<<<<

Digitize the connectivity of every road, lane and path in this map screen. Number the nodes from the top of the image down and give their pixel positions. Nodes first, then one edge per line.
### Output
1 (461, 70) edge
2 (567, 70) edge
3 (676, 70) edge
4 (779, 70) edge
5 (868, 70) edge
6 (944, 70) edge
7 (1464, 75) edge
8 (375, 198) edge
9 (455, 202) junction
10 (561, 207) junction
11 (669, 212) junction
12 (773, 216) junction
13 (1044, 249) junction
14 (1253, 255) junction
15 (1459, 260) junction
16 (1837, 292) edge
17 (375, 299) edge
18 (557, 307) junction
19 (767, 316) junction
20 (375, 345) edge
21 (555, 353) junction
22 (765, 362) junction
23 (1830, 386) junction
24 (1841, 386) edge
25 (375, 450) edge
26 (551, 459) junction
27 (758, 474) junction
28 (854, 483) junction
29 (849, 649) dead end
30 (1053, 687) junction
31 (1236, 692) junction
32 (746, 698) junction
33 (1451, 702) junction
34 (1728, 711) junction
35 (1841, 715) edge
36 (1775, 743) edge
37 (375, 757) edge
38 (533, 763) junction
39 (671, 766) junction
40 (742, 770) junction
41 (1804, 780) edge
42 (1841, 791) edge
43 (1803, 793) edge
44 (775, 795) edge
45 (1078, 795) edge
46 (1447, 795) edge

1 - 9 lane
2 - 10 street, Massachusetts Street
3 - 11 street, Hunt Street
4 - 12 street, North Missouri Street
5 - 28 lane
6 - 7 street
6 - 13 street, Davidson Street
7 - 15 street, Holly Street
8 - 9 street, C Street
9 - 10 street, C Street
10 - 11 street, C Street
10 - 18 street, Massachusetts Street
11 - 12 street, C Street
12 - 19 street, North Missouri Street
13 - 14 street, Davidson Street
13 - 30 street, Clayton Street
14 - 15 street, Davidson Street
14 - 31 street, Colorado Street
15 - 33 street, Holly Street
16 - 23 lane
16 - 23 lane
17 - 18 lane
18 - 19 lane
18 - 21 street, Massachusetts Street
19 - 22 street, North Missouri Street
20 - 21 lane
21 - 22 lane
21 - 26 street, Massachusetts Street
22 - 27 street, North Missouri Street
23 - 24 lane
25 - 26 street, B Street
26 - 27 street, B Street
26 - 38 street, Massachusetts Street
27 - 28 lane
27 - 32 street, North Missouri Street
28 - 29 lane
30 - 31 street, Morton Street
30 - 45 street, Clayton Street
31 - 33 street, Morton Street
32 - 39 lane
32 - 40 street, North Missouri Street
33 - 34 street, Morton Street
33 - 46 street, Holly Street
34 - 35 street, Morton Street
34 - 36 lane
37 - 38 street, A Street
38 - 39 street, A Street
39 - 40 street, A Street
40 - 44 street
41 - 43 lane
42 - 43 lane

>>>>

Required action:
Using the material above, write out each entry again with nothing changed.

Reply to the exercise:
Digitize the connectivity of every road, lane and path in this map screen. Number the nodes from the top of the image down and give their pixel positions. Nodes first, then one edge per line.
### Output
1 (461, 70) edge
2 (567, 70) edge
3 (676, 70) edge
4 (779, 70) edge
5 (868, 70) edge
6 (944, 70) edge
7 (1464, 75) edge
8 (375, 198) edge
9 (455, 202) junction
10 (561, 207) junction
11 (669, 212) junction
12 (773, 216) junction
13 (1044, 249) junction
14 (1253, 255) junction
15 (1459, 260) junction
16 (1837, 292) edge
17 (375, 299) edge
18 (557, 307) junction
19 (767, 316) junction
20 (375, 345) edge
21 (555, 353) junction
22 (765, 362) junction
23 (1830, 386) junction
24 (1841, 386) edge
25 (375, 450) edge
26 (551, 459) junction
27 (758, 474) junction
28 (854, 483) junction
29 (849, 649) dead end
30 (1053, 687) junction
31 (1236, 692) junction
32 (746, 698) junction
33 (1451, 702) junction
34 (1728, 711) junction
35 (1841, 715) edge
36 (1775, 743) edge
37 (375, 757) edge
38 (533, 763) junction
39 (671, 766) junction
40 (742, 770) junction
41 (1804, 780) edge
42 (1841, 791) edge
43 (1803, 793) edge
44 (775, 795) edge
45 (1078, 795) edge
46 (1447, 795) edge

1 - 9 lane
2 - 10 street, Massachusetts Street
3 - 11 street, Hunt Street
4 - 12 street, North Missouri Street
5 - 28 lane
6 - 7 street
6 - 13 street, Davidson Street
7 - 15 street, Holly Street
8 - 9 street, C Street
9 - 10 street, C Street
10 - 11 street, C Street
10 - 18 street, Massachusetts Street
11 - 12 street, C Street
12 - 19 street, North Missouri Street
13 - 14 street, Davidson Street
13 - 30 street, Clayton Street
14 - 15 street, Davidson Street
14 - 31 street, Colorado Street
15 - 33 street, Holly Street
16 - 23 lane
16 - 23 lane
17 - 18 lane
18 - 19 lane
18 - 21 street, Massachusetts Street
19 - 22 street, North Missouri Street
20 - 21 lane
21 - 22 lane
21 - 26 street, Massachusetts Street
22 - 27 street, North Missouri Street
23 - 24 lane
25 - 26 street, B Street
26 - 27 street, B Street
26 - 38 street, Massachusetts Street
27 - 28 lane
27 - 32 street, North Missouri Street
28 - 29 lane
30 - 31 street, Morton Street
30 - 45 street, Clayton Street
31 - 33 street, Morton Street
32 - 39 lane
32 - 40 street, North Missouri Street
33 - 34 street, Morton Street
33 - 46 street, Holly Street
34 - 35 street, Morton Street
34 - 36 lane
37 - 38 street, A Street
38 - 39 street, A Street
39 - 40 street, A Street
40 - 44 street
41 - 43 lane
42 - 43 lane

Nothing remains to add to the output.